Dear Sir:
We read with interest the article by van Woudenbergh et al (1), which was recently published online ahead of the printed version. We are gratified that these authors found our previous work in this area to be useful and that their adaptation of it produced results broadly consistent with the hypothesis that we formulated when we first devised the dietary inflammatory index (DII) (2). In the article by Cavicchia et al (2), which was used as the basis for the article by Woudenbergh et al, we reported a significant association between the DII and high-sensitivity C-reactive protein (hsCRP) in the longitudinal Seasonal Variation of Cholesterol Study (SEASONS) (3).
As we describe in an article that was published (4) while Woudenbergh et al’s article was in press, we also were not content with the scoring system that we used previously (1). In our revised method we constructed a regionally representative world database of food and nutrient intake on the basis of 11 data sets obtained from diverse populations in different parts of the world, which provides a robust, globally based estimated mean and SD for each food variable. The food variables, derived from an individual’s self-report intake, are then standardized relative to this database and converted to a centered percentile score (4). This approach obviates the arbitrariness in scoring as a result of specific units of measurement of various food variables as noted by van Woudenbergh et al, as well as addressing the “right skewing” commonly seen in nutritional data.

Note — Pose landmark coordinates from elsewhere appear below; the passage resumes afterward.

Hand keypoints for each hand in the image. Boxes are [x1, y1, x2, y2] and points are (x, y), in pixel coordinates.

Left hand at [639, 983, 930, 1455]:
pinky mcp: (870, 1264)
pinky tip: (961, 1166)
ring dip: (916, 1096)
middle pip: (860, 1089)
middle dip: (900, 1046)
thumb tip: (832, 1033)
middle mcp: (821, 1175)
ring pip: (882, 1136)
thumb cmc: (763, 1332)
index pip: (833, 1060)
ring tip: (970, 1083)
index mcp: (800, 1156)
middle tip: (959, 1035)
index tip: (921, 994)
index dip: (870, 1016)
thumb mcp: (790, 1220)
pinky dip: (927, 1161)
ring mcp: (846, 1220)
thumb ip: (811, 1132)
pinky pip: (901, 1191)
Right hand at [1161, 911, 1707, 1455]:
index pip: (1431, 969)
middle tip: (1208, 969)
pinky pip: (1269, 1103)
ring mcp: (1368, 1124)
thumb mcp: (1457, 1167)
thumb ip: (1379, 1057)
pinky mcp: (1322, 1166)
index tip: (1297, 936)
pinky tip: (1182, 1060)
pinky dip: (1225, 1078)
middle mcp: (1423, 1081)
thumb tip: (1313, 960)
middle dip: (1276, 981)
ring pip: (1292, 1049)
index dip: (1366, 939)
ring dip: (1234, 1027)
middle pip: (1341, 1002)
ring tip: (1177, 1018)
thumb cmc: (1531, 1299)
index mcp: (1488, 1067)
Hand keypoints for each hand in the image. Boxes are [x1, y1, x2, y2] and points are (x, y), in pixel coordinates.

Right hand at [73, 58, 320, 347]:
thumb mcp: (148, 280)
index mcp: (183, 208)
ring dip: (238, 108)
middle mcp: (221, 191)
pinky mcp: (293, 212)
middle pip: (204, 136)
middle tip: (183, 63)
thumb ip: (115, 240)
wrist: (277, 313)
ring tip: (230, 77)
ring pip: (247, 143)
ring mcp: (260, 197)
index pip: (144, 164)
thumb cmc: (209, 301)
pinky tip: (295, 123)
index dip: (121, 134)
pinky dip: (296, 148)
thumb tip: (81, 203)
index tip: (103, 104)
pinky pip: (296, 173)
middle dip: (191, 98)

These changes in the scoring algorithm make interpopulation comparisons easier and more intuitively appealing because they relate to what people actually eat in a variety of human populations. The new, revised DII also benefits from a more robust literature base that drew on 3 additional years of published data (ie, 2008–2010, inclusive), resulting in a slightly more than doubling of the total number of articles scored: that is, 1943 articles were scored in the newer 2013 version (4) compared with 929 articles in the older 2009 version (2). In the current version we also modified the DII scoring algorithm to improve interpretability: that is, a higher DII score indicates a more proinflammatory diet and a lower DII score indicates a more anti-inflammatory diet (4), which is opposite to the older algorithm (2). We have made some additional changes that are well described in the recently published article (4). By using the new DII to reanalyze the SEASONS data, we found that its ability to predict interval changes in hsCRP (5) was better than the previous version (2) on which van Woudenbergh et al based their adaptation. We would be pleased to work with van Woudenbergh et al if they were interested in fitting the new, improved DII (4, 5) to their data.
Acknowledgments
The authors had no conflicts of interest to disclose.